Data items:
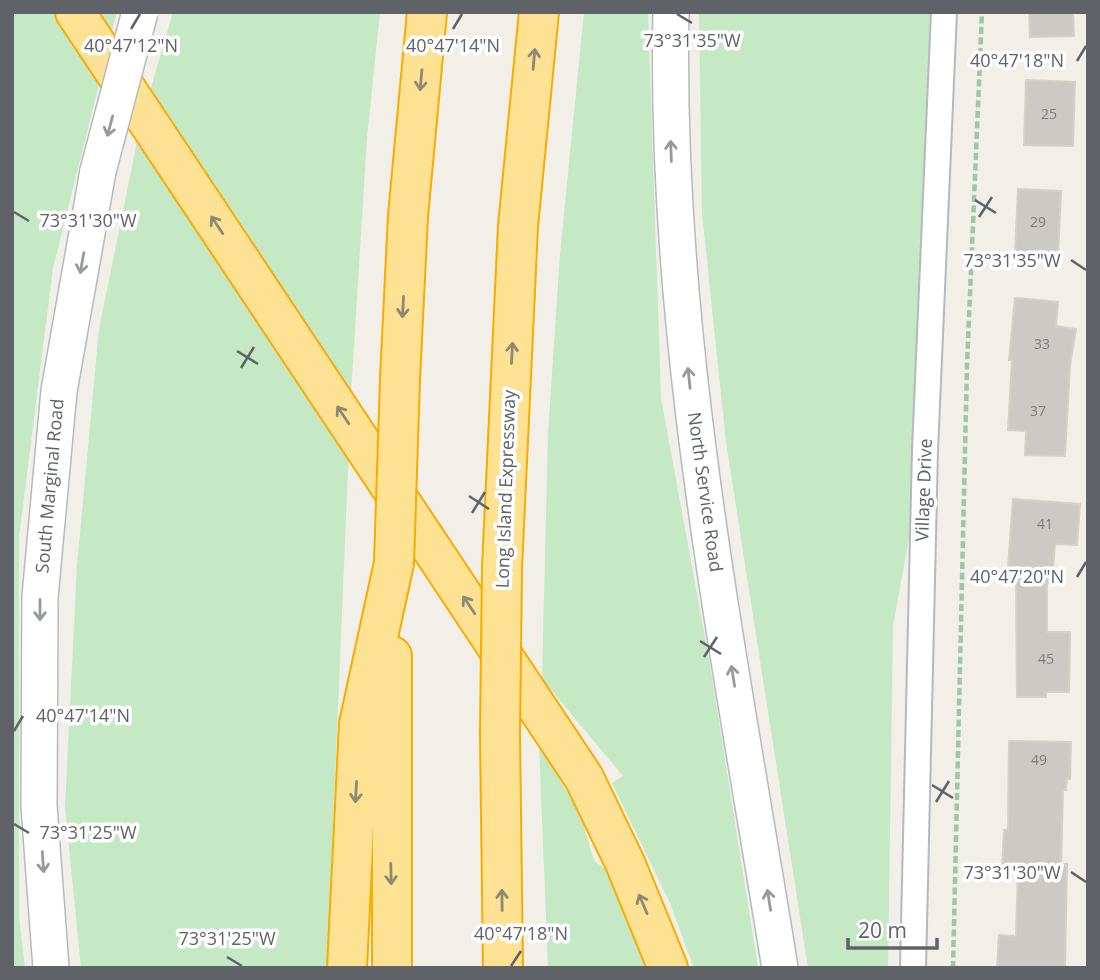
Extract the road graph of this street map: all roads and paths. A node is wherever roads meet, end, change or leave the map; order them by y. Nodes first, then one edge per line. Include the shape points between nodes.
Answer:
1 (75, 12) edge
2 (140, 12) edge
3 (427, 12) edge
4 (538, 12) edge
5 (671, 12) edge
6 (944, 12) edge
7 (982, 12) edge
8 (374, 728) junction
9 (51, 968) edge
10 (346, 968) edge
11 (392, 968) edge
12 (503, 968) edge
13 (668, 968) edge
14 (780, 968) edge
15 (913, 968) edge
16 (953, 968) edge

13 -> 1 highway via 584,778
2 -> 9 main road, South Marginal Road, bridge via 98,171 59,391 40,597 39,806
3 -> 8 highway, bridge via 408,216 394,563
12 -> 4 highway, Long Island Expressway, bridge via 502,568 518,226
14 -> 5 main road, North Service Road via 696,449 674,224
6 - 15 street, Village Drive via 925,450
7 - 16 path via 966,406
8 -> 10 highway
8 -> 11 highway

→ TASK DETAILS
All records above should be duplicated exactly, with the pictures omitted.

→ ANSWER BOX
Extract the road graph of this street map: all roads and paths. A node is wherever roads meet, end, change or leave the map; order them by y. Nodes first, then one edge per line. Include the shape points between nodes.
Answer:
1 (75, 12) edge
2 (140, 12) edge
3 (427, 12) edge
4 (538, 12) edge
5 (671, 12) edge
6 (944, 12) edge
7 (982, 12) edge
8 (374, 728) junction
9 (51, 968) edge
10 (346, 968) edge
11 (392, 968) edge
12 (503, 968) edge
13 (668, 968) edge
14 (780, 968) edge
15 (913, 968) edge
16 (953, 968) edge

13 -> 1 highway via 584,778
2 -> 9 main road, South Marginal Road, bridge via 98,171 59,391 40,597 39,806
3 -> 8 highway, bridge via 408,216 394,563
12 -> 4 highway, Long Island Expressway, bridge via 502,568 518,226
14 -> 5 main road, North Service Road via 696,449 674,224
6 - 15 street, Village Drive via 925,450
7 - 16 path via 966,406
8 -> 10 highway
8 -> 11 highway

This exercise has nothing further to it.